----- Exercise input

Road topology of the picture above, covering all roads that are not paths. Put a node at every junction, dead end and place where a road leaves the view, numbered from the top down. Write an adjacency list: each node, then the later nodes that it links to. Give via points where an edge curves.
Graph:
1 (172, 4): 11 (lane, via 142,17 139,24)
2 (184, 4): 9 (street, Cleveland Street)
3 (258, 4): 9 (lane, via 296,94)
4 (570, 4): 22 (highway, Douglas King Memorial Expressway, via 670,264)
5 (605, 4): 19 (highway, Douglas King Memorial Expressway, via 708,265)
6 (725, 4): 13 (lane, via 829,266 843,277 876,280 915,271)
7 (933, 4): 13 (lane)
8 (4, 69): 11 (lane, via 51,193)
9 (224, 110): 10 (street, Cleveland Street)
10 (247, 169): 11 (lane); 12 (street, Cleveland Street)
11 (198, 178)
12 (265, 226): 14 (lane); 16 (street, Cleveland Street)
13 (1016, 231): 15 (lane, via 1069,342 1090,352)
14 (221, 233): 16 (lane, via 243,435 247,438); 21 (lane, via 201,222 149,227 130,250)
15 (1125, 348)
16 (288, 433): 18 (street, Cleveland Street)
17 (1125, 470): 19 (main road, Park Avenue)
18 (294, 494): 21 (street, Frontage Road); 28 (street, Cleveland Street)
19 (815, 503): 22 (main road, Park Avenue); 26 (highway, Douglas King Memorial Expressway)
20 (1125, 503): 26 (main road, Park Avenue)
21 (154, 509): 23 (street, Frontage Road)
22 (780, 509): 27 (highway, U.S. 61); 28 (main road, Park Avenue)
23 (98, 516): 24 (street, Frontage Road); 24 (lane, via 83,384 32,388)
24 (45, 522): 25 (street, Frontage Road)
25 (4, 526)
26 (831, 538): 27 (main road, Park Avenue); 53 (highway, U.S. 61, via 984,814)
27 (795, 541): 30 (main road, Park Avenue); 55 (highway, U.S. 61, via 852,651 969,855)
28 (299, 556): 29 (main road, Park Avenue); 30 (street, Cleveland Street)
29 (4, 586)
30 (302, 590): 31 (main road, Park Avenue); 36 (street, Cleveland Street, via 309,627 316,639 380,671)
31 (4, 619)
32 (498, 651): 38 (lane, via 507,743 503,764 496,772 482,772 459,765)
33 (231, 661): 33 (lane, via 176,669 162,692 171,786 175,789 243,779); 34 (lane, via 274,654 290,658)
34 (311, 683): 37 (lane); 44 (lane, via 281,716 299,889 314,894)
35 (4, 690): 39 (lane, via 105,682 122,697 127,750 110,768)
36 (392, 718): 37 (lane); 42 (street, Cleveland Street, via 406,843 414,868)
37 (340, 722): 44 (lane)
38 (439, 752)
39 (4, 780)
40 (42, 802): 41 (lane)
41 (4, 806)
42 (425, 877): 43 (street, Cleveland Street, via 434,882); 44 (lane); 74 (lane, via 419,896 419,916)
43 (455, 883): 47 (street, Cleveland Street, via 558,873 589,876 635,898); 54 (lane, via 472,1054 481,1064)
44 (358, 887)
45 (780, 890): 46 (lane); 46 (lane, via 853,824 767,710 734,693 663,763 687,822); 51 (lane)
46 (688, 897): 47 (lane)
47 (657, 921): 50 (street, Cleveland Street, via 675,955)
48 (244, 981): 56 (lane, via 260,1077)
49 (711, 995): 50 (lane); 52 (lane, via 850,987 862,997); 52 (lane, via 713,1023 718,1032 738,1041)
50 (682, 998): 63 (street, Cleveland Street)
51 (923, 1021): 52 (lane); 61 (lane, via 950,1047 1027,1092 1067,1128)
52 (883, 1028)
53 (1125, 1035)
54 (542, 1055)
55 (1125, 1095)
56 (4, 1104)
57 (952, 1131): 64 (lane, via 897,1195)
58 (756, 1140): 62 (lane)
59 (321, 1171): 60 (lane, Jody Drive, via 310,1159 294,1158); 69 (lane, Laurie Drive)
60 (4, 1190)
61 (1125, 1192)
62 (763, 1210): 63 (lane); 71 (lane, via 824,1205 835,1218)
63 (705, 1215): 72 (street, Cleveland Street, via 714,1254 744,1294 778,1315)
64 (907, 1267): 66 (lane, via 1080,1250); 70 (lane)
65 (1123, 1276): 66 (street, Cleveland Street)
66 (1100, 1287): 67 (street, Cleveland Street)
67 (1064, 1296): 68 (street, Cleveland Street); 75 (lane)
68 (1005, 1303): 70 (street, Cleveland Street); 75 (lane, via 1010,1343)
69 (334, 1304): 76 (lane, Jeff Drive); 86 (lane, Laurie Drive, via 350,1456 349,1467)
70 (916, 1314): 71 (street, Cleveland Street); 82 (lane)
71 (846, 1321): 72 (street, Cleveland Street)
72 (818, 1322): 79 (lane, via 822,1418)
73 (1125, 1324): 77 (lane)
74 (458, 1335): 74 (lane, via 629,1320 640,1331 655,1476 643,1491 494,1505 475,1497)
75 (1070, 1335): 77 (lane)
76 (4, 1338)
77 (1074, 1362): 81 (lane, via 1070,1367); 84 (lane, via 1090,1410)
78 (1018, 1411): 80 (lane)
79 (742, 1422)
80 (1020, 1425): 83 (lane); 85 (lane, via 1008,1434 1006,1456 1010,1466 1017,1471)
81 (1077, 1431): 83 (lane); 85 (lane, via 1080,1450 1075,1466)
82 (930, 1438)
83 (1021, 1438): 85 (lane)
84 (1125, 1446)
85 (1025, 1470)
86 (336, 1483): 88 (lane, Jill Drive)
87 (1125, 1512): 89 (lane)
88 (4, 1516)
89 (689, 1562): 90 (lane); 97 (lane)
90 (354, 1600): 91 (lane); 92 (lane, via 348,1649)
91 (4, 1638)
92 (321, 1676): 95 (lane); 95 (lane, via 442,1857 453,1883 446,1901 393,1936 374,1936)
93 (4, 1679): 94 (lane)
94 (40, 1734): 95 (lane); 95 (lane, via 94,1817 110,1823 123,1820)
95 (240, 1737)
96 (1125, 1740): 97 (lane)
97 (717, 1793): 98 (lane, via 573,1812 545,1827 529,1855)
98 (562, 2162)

----------

Task
Report how many lines of the entries include the word "Frontage", and let the number stand alone.

Your solution
4